◆ **WORK REQUEST**: If a line of the data below holds the string "Cristóbal", copy it.

◆ **MATERIAL PROVIDED**:
——————

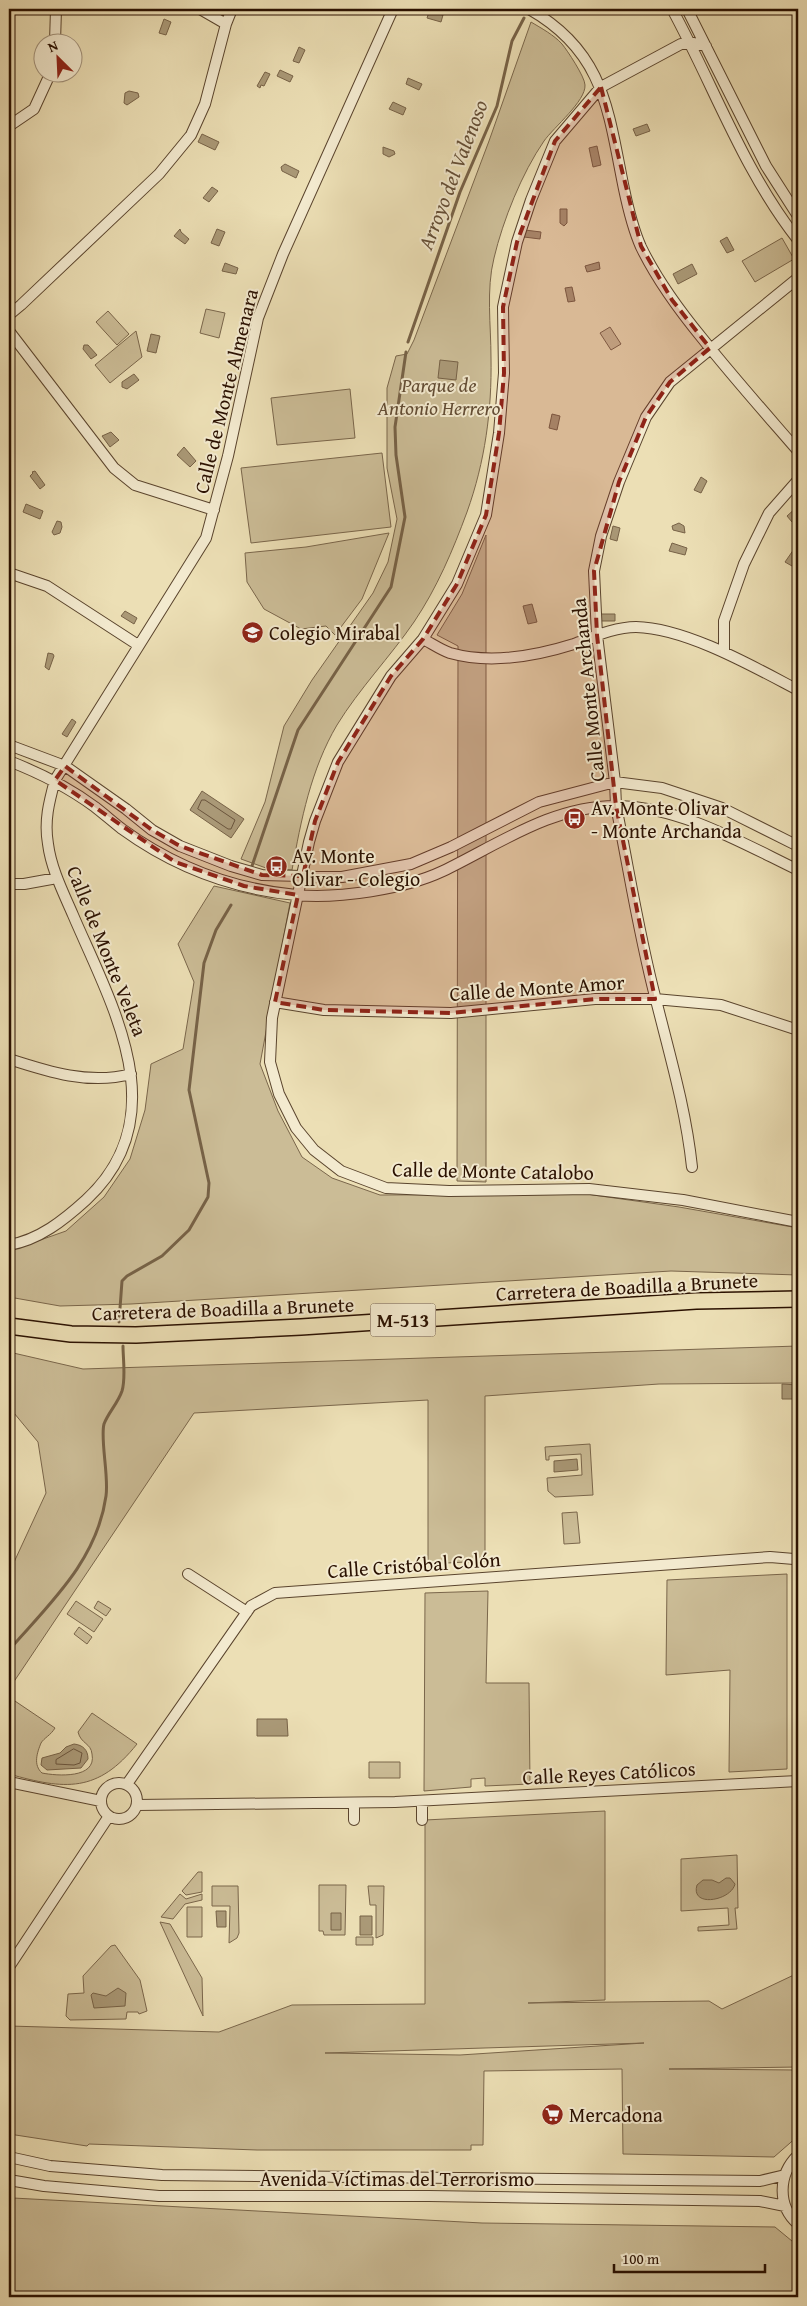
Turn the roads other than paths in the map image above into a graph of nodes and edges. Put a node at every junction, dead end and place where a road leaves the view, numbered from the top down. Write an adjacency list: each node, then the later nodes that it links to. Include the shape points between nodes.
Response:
1 (56, 9): 10 (street)
2 (200, 9): 9 (street)
3 (232, 9): 9 (street)
4 (393, 9): 24 (street, Calle de Monte Almenara, via 283,254 258,318)
5 (529, 9): 14 (street, via 563,32 580,51)
6 (672, 9): 11 (street)
7 (687, 9): 8 (street)
8 (693, 19): 11 (street); 12 (street)
9 (226, 24): 19 (street, via 205,104 191,135 159,174)
10 (55, 32)
11 (686, 41): 12 (street); 14 (street); 17 (street, via 754,175)
12 (706, 46): 16 (street, via 766,166)
13 (46, 82): 15 (street, via 34,109)
14 (601, 87): 21 (street, via 629,211 641,246 672,300); 27 (street, Calle de Monte Catalobo, via 555,141 517,242 503,307 504,372 500,424 486,515 457,584)
15 (9, 126)
16 (798, 216)
17 (798, 240)
18 (798, 278): 21 (street, Calle Monte Archanda)
19 (9, 315)
20 (9, 332): 24 (street, via 114,468 135,485)
21 (710, 348): 22 (street); 26 (street, Calle Monte Archanda, via 670,382 646,417 619,482 601,536 594,571)
22 (798, 451)
23 (798, 480): 29 (street, via 769,513 744,564 724,621)
24 (214, 510): 28 (street, Calle de Monte Almenara, via 206,538)
25 (9, 572): 28 (street, via 47,586)
26 (597, 635): 27 (street, via 540,653 487,658 449,652); 29 (street, via 636,627 676,634); 35 (street, Calle Monte Archanda)
27 (423, 639): 39 (street, Calle de Monte Catalobo, via 391,676 338,762 315,821)
28 (138, 644): 33 (street, Calle de Monte Almenara)
29 (724, 652): 30 (street)
30 (798, 690)
31 (9, 745): 33 (street)
32 (9, 761): 34 (street)
33 (65, 766): 34 (street, Calle de Monte Veleta); 39 (street, via 152,830 180,846 262,875)
34 (55, 780): 40 (street, Calle de Monte Veleta, via 46,818 48,845); 42 (street, via 122,829 175,862 244,886)
35 (615, 782): 36 (street, Calle Monte Archanda); 37 (street, via 662,788 722,808); 39 (street, via 539,802 411,864 342,877)
36 (616, 806): 38 (street, via 654,810 684,819); 42 (street, via 582,810 513,833 442,872 408,884 359,893); 43 (street, Calle Monte Archanda)
37 (798, 846)
38 (798, 870)
39 (303, 876): 42 (street, Calle de Monte Catalobo)
40 (57, 878): 41 (street); 47 (street, Calle de Monte Veleta, via 116,1014)
41 (9, 884)
42 (298, 895): 44 (street, Calle de Monte Catalobo)
43 (655, 999): 44 (street, Calle de Monte Amor, via 595,999 451,1013 324,1010); 45 (street, Calle de Monte Amor, via 721,1005); 48 (street, Calle Monte Archanda, via 688,1128)
44 (275, 1002): 49 (street, Calle de Monte Catalobo, via 270,1062 280,1094 296,1128 314,1150 340,1171 386,1188 449,1191 589,1189 683,1200)
45 (798, 1030)
46 (9, 1059): 47 (street, via 62,1076 109,1078)
47 (131, 1074): 50 (street, Calle de Monte Veleta, via 133,1111 117,1162 98,1188 51,1229)
48 (692, 1167)
49 (798, 1222)
50 (9, 1244)
51 (798, 1299): 52 (main road, Carretera de Boadilla a Brunete / M-513, via 696,1302 136,1335 71,1334)
52 (9, 1326)
53 (798, 1562): 55 (street, Calle Cristóbal Colón, via 770,1557 275,1593 251,1606)
54 (188, 1574): 55 (street)
55 (247, 1612): 58 (street, Calle Cristóbal Colón)
56 (9, 1782): 59 (street)
57 (795, 1782): 60 (street, Calle Reyes Católicos)
58 (127, 1784): 59 (street, via 109,1786); 62 (street, via 136,1793)
59 (101, 1801): 63 (street)
60 (422, 1801): 61 (street, Calle Reyes Católicos); 65 (street)
61 (354, 1803): 62 (street, Calle Reyes Católicos); 64 (street)
62 (137, 1805): 63 (street, via 126,1817)
63 (109, 1816): 66 (street)
64 (354, 1820)
65 (422, 1820)
66 (9, 1967)
67 (798, 2155): 69 (street)
68 (9, 2157): 69 (street, Avenida Víctimas del Terrorismo, via 50,2166 162,2174 760,2181)
69 (785, 2175): 71 (street, via 782,2190)
70 (9, 2180): 71 (street, Avenida Víctimas del Terrorismo, via 159,2196 760,2201)
71 (785, 2206): 72 (street)
72 (798, 2224)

——————

◆ **ANSWER SECTION**:
53 (798, 1562): 55 (street, Calle Cristóbal Colón, via 770,1557 275,1593 251,1606)
55 (247, 1612): 58 (street, Calle Cristóbal Colón)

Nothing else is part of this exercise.